Omit each picture as you copy the entries exactly.

=== The data ===

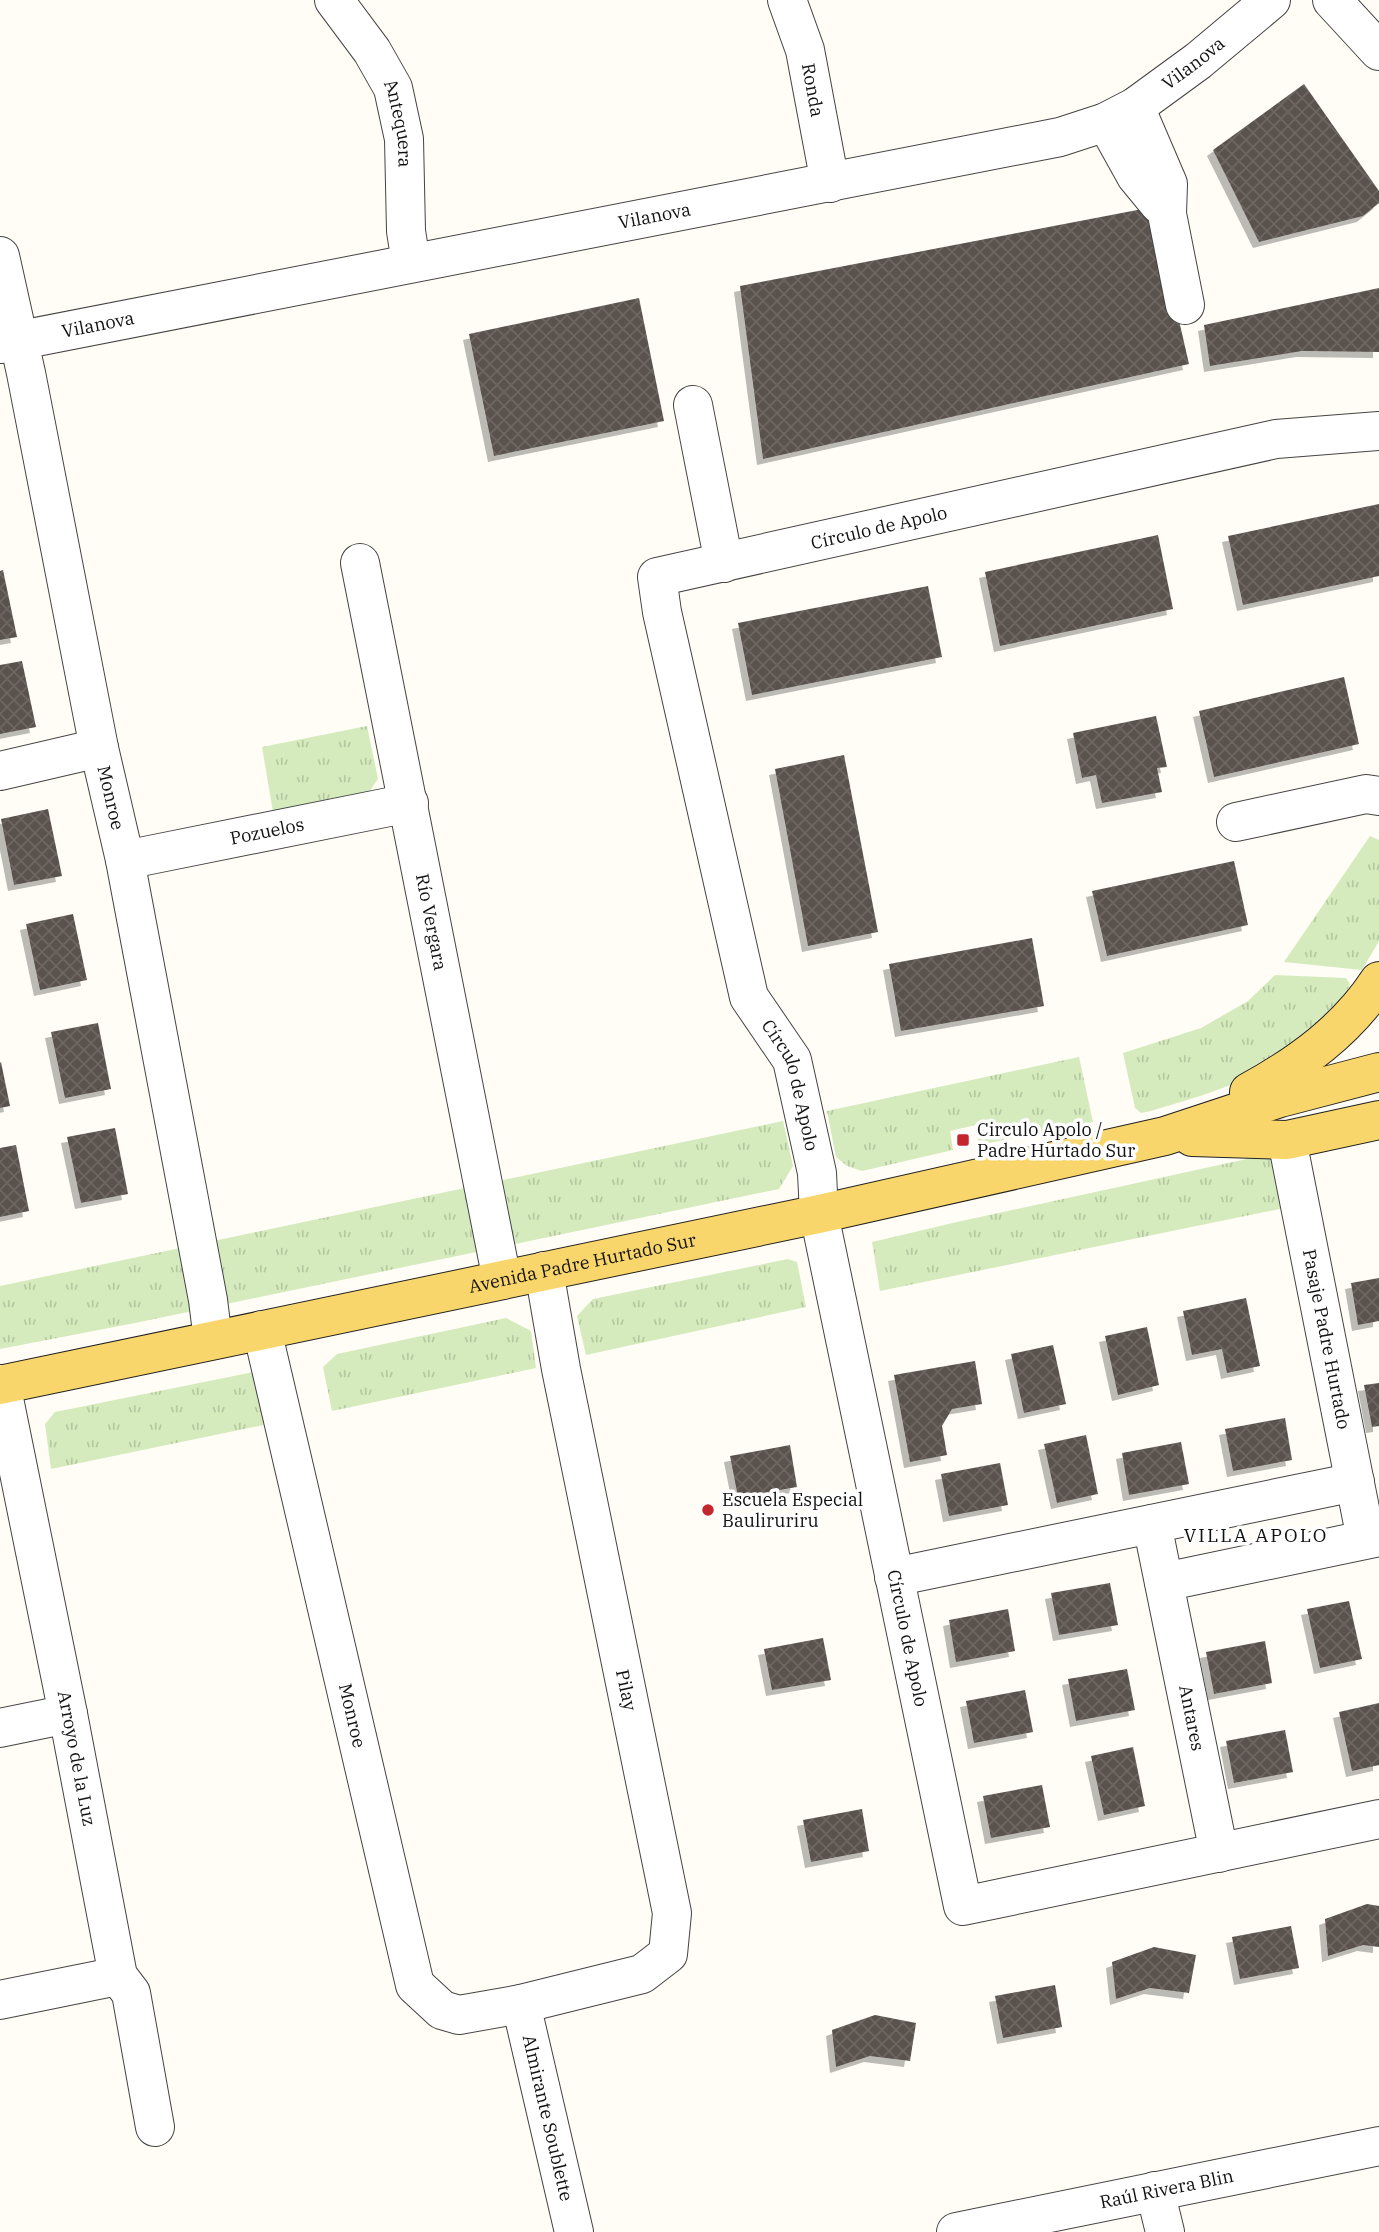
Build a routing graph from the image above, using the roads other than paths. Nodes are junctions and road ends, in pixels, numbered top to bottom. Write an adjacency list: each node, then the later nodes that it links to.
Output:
1 (334, 0): 9 (street, Antequera)
2 (787, 0): 7 (street, Ronda)
3 (1271, 0): 6 (street, Vilanova)
4 (1332, 0): 5 (street)
5 (1379, 51)
6 (1121, 115): 7 (street, Vilanova); 10 (street)
7 (830, 183): 9 (street, Vilanova)
8 (0, 256): 11 (street, Monroe)
9 (411, 264): 11 (street, Vilanova)
10 (1185, 305)
11 (10, 342): 16 (street, Monroe)
12 (693, 405): 14 (street)
13 (1379, 431): 14 (street, Círculo de Apolo)
14 (724, 563): 27 (street, Círculo de Apolo)
15 (360, 564): 19 (street, Río Vergara)
16 (99, 748): 17 (street); 21 (street, Monroe)
17 (0, 771)
18 (1379, 796): 20 (street)
19 (409, 803): 21 (street, Pozuelos); 29 (street, Río Vergara)
20 (1236, 822)
21 (125, 860): 31 (street, Monroe)
22 (1379, 981): 25 (main road)
23 (1379, 1072): 25 (main road, Avenida Padre Hurtado Sur)
24 (1379, 1120): 26 (main road, Avenida Padre Hurtado Sur)
25 (1165, 1136): 26 (main road, Avenida Padre Hurtado Sur); 27 (main road, Avenida Padre Hurtado Sur)
26 (1287, 1140): 33 (street, Pasaje Padre Hurtado)
27 (819, 1214): 28 (main road, Avenida Padre Hurtado Sur); 36 (street, Círculo de Apolo)
28 (544, 1271): 29 (main road, Avenida Padre Hurtado Sur); 44 (street, Pilay)
29 (502, 1280): 30 (main road, Avenida Padre Hurtado Sur)
30 (262, 1330): 31 (main road, Avenida Padre Hurtado Sur); 44 (street, Monroe)
31 (213, 1340): 32 (main road, Avenida Padre Hurtado Sur)
32 (0, 1385): 38 (street, Arroyo de la Luz)
33 (1355, 1482): 34 (street); 35 (street, Pasaje Padre Hurtado)
34 (1152, 1524): 36 (street); 37 (street, Antares)
35 (1373, 1538): 37 (street)
36 (894, 1577): 41 (street, Círculo de Apolo)
37 (1164, 1582): 41 (street, Antares)
38 (68, 1714): 39 (street); 42 (street, Arroyo de la Luz)
39 (0, 1728)
40 (1379, 1819): 41 (street, Círculo de Apolo)
41 (1219, 1853)
42 (118, 1976): 43 (street); 45 (street, Arroyo de la Luz)
43 (0, 2000)
44 (521, 2004): 48 (street, Almirante Soublette)
45 (155, 2127)
46 (1379, 2146): 47 (street, Raúl Rivera Blin)
47 (1155, 2191): 49 (street, Raúl Rivera Blin); 50 (street)
48 (574, 2232)
49 (956, 2232)
50 (1165, 2232)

===

• **Task result**
Build a routing graph from the image above, using the roads other than paths. Nodes are junctions and road ends, in pixels, numbered top to bottom. Write an adjacency list: each node, then the later nodes that it links to.
Output:
1 (334, 0): 9 (street, Antequera)
2 (787, 0): 7 (street, Ronda)
3 (1271, 0): 6 (street, Vilanova)
4 (1332, 0): 5 (street)
5 (1379, 51)
6 (1121, 115): 7 (street, Vilanova); 10 (street)
7 (830, 183): 9 (street, Vilanova)
8 (0, 256): 11 (street, Monroe)
9 (411, 264): 11 (street, Vilanova)
10 (1185, 305)
11 (10, 342): 16 (street, Monroe)
12 (693, 405): 14 (street)
13 (1379, 431): 14 (street, Círculo de Apolo)
14 (724, 563): 27 (street, Círculo de Apolo)
15 (360, 564): 19 (street, Río Vergara)
16 (99, 748): 17 (street); 21 (street, Monroe)
17 (0, 771)
18 (1379, 796): 20 (street)
19 (409, 803): 21 (street, Pozuelos); 29 (street, Río Vergara)
20 (1236, 822)
21 (125, 860): 31 (street, Monroe)
22 (1379, 981): 25 (main road)
23 (1379, 1072): 25 (main road, Avenida Padre Hurtado Sur)
24 (1379, 1120): 26 (main road, Avenida Padre Hurtado Sur)
25 (1165, 1136): 26 (main road, Avenida Padre Hurtado Sur); 27 (main road, Avenida Padre Hurtado Sur)
26 (1287, 1140): 33 (street, Pasaje Padre Hurtado)
27 (819, 1214): 28 (main road, Avenida Padre Hurtado Sur); 36 (street, Círculo de Apolo)
28 (544, 1271): 29 (main road, Avenida Padre Hurtado Sur); 44 (street, Pilay)
29 (502, 1280): 30 (main road, Avenida Padre Hurtado Sur)
30 (262, 1330): 31 (main road, Avenida Padre Hurtado Sur); 44 (street, Monroe)
31 (213, 1340): 32 (main road, Avenida Padre Hurtado Sur)
32 (0, 1385): 38 (street, Arroyo de la Luz)
33 (1355, 1482): 34 (street); 35 (street, Pasaje Padre Hurtado)
34 (1152, 1524): 36 (street); 37 (street, Antares)
35 (1373, 1538): 37 (street)
36 (894, 1577): 41 (street, Círculo de Apolo)
37 (1164, 1582): 41 (street, Antares)
38 (68, 1714): 39 (street); 42 (street, Arroyo de la Luz)
39 (0, 1728)
40 (1379, 1819): 41 (street, Círculo de Apolo)
41 (1219, 1853)
42 (118, 1976): 43 (street); 45 (street, Arroyo de la Luz)
43 (0, 2000)
44 (521, 2004): 48 (street, Almirante Soublette)
45 (155, 2127)
46 (1379, 2146): 47 (street, Raúl Rivera Blin)
47 (1155, 2191): 49 (street, Raúl Rivera Blin); 50 (street)
48 (574, 2232)
49 (956, 2232)
50 (1165, 2232)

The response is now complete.